What to work on:
Your response must be made up of each line in the data below that contains the string "Straße".

(Collected data entries)
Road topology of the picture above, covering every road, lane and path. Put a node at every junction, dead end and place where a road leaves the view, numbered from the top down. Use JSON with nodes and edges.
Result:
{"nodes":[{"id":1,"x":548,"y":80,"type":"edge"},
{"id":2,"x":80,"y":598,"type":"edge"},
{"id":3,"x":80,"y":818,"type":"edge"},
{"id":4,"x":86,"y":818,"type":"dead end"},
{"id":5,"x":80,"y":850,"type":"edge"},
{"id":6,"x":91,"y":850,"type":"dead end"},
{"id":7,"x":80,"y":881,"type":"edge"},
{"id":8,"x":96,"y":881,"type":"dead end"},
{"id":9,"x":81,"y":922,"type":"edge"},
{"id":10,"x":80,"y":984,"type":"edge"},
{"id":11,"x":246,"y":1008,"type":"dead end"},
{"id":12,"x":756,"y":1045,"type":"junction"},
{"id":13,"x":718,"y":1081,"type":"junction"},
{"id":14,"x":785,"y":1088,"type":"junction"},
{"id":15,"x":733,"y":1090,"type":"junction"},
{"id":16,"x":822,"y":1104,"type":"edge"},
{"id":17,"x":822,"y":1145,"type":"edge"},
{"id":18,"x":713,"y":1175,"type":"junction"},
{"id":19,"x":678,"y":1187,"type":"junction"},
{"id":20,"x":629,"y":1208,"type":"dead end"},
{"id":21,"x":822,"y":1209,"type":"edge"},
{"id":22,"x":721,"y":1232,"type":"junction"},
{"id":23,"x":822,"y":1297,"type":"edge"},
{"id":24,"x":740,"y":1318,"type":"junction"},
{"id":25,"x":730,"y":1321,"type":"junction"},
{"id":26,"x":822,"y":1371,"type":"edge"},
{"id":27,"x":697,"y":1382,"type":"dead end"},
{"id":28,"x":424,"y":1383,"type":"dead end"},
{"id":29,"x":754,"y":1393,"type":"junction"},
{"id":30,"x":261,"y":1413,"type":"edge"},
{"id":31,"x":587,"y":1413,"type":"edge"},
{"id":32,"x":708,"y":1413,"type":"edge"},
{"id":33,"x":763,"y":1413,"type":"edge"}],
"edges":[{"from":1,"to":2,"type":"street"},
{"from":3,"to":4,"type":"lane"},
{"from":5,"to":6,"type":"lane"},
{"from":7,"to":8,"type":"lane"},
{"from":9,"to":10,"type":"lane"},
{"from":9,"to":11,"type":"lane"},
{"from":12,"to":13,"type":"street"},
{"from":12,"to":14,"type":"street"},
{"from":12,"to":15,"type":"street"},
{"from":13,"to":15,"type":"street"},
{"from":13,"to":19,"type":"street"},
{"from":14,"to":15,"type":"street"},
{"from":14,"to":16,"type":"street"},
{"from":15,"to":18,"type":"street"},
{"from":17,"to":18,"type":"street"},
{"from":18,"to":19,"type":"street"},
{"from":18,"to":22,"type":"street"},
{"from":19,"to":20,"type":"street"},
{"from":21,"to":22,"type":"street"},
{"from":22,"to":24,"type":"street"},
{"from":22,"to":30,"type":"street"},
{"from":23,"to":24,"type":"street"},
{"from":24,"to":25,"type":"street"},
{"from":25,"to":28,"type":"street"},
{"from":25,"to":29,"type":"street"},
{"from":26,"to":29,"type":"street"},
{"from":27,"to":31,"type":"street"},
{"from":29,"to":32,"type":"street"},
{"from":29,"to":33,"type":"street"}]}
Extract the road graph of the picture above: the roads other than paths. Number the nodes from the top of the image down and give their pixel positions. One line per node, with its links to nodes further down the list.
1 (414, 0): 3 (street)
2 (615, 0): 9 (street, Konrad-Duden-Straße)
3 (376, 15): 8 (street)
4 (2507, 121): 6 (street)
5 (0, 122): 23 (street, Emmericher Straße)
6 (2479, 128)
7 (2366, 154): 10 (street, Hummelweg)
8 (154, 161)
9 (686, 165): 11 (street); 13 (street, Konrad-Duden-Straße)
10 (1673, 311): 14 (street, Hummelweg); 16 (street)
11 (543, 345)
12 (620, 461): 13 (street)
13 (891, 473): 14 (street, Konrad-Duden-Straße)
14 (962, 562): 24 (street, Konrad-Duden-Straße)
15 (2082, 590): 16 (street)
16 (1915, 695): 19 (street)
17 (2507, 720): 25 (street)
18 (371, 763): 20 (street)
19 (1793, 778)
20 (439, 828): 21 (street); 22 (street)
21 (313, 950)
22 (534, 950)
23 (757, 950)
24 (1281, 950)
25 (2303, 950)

Solution to the exercise:
2 (615, 0): 9 (street, Konrad-Duden-Straße)
5 (0, 122): 23 (street, Emmericher Straße)
9 (686, 165): 11 (street); 13 (street, Konrad-Duden-Straße)
13 (891, 473): 14 (street, Konrad-Duden-Straße)
14 (962, 562): 24 (street, Konrad-Duden-Straße)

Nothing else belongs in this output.